What was young Phil Knight like? How did he come upon the idea of Nike, and how did he build it into the world’s most recognizable athletic brand?
Let’s start at the beginning of Phil Knight’s young life.
1962
Young Phil Knight has graduated from University of Oregon and earned an MBA from Stanford, and he doesn’t know what to do. He is 24.
His best lead is a final paper he wrote on shoes. Having been a decent runner on the U of Oregon track team, he’s obsessed with shoes. His paper’s thesis: Japanese companies are poised to burst into the shoe market, just as they had for cameras and displacing the German incumbents. This is his Crazy Idea. His way of making a mark on the world.
It seems obvious to him. He now has to travel to Japan, find a shoe company, and pitch them his Crazy Idea. Along the way, he wants to see and feel the world, for how can you change the world without seeing it?
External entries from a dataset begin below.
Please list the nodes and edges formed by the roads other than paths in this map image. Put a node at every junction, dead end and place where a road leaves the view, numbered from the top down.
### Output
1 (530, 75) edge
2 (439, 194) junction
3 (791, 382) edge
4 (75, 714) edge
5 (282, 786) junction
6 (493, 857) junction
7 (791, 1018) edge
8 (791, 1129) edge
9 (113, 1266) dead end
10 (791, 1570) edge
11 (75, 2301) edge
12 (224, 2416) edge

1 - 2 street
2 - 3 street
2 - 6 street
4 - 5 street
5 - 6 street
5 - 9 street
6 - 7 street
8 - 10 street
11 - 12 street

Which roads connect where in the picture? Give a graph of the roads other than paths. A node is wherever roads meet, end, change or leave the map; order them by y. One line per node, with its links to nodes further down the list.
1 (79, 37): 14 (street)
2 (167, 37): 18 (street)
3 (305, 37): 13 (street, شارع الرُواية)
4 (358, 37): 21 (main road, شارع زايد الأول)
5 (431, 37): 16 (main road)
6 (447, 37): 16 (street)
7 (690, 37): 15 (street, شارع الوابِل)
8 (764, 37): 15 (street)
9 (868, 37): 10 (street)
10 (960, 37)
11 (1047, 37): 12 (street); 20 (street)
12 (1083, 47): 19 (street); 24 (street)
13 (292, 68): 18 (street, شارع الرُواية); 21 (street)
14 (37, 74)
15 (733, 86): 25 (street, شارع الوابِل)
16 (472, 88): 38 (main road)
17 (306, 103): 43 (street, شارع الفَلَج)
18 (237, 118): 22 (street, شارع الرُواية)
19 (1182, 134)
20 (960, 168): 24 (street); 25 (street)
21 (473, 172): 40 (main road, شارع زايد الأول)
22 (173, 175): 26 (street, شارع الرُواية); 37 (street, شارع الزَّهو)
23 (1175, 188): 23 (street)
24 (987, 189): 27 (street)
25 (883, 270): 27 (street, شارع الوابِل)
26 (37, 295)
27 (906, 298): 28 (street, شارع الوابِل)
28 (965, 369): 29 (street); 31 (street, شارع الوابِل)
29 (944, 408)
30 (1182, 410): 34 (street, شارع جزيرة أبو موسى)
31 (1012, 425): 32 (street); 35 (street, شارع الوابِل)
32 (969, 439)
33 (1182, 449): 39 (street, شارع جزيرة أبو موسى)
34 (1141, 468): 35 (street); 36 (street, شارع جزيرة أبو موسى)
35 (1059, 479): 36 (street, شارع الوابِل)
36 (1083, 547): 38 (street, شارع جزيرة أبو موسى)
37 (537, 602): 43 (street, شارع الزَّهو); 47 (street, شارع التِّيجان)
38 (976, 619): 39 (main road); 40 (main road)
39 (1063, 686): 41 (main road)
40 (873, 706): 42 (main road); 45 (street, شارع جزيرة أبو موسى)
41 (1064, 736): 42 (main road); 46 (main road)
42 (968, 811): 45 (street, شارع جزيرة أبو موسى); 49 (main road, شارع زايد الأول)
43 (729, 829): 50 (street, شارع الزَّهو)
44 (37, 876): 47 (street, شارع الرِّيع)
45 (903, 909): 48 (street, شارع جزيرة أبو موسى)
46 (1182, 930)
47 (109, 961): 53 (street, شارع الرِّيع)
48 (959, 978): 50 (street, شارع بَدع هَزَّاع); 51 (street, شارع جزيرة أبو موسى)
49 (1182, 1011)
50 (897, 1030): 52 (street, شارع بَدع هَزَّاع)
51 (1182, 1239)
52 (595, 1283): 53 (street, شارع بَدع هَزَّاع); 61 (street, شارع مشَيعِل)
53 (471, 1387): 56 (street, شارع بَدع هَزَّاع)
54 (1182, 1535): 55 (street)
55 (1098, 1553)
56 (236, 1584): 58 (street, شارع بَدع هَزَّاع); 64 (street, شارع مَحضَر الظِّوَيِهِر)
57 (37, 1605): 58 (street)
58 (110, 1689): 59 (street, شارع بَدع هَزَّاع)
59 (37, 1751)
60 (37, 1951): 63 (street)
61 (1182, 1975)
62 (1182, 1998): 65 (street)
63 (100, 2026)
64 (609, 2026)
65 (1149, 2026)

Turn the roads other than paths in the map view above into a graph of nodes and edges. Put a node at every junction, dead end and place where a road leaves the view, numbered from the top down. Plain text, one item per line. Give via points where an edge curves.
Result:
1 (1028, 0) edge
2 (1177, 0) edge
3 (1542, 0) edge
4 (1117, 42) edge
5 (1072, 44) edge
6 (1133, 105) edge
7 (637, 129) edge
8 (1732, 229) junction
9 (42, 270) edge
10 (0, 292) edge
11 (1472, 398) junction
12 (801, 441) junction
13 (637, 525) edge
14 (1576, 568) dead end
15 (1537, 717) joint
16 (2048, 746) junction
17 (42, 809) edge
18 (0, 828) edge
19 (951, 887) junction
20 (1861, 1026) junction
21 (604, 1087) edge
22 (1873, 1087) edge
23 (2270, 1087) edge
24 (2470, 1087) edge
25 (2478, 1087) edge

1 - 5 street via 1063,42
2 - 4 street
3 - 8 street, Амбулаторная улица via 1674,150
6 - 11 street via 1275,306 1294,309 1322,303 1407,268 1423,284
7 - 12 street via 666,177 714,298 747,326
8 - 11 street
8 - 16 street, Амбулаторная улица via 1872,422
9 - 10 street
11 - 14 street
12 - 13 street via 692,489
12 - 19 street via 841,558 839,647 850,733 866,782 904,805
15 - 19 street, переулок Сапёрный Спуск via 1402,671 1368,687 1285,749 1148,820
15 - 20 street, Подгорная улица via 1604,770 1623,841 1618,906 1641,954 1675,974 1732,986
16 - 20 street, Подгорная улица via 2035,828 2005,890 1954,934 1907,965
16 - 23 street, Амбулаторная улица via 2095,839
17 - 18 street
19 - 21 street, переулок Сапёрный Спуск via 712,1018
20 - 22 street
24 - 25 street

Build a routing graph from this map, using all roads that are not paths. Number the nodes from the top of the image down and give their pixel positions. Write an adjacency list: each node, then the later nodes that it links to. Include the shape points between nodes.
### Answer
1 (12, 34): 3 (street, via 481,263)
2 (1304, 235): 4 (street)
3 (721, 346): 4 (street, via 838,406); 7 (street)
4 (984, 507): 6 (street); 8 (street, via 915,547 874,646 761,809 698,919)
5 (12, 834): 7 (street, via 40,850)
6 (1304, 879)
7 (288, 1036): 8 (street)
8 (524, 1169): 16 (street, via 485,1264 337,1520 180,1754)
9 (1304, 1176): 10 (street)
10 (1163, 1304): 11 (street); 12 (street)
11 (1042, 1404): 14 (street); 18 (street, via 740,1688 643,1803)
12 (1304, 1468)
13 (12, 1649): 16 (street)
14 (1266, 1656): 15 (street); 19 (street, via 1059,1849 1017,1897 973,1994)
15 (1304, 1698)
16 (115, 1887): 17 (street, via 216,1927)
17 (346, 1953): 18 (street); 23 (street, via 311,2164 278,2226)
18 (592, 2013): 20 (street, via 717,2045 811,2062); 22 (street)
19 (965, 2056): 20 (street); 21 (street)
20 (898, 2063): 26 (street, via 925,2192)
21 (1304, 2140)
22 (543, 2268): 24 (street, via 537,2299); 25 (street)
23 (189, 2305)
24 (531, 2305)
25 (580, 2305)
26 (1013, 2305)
His traveling ambitions have a spiritual air, longing to understand how the Chinese and Buddhists and Greeks and Christians have thought about life for millennia.
There’s one barrier: he needs money. And his father is his best shot. Phil Knight describes his father as obsessed with respectability and grounding in traditional values, and wandering the earth seemed the antithesis of this. Phil’s quite sure his father will demur from funding his wanderlust. But to his surprise, the elder Knight approves, bemoaning his own lack of travel experience in younger days. Phil later realizes a major motivation for his global journey might be to define himself in opposition to his father – to be one who’s not obsessed with respectability.
With his Stanford friend Carter, they fly directly to Hawaii as their first stop. They are smitten by life on the island. Frolicking in the waves and surrounded by beautiful women, young Phil Knight decides his plan can wait.
So they get jobs as encyclopedia salesmen. Phil is a terrible encyclopedia salesman. He switches jobs to sell securities, which essentially means cold-calling customers to sell funds. He isn’t a smooth talker, but he knows his product, and he speaks the truth, and his customers like that. He quickly earns enough to cover rent and plenty of surfing time.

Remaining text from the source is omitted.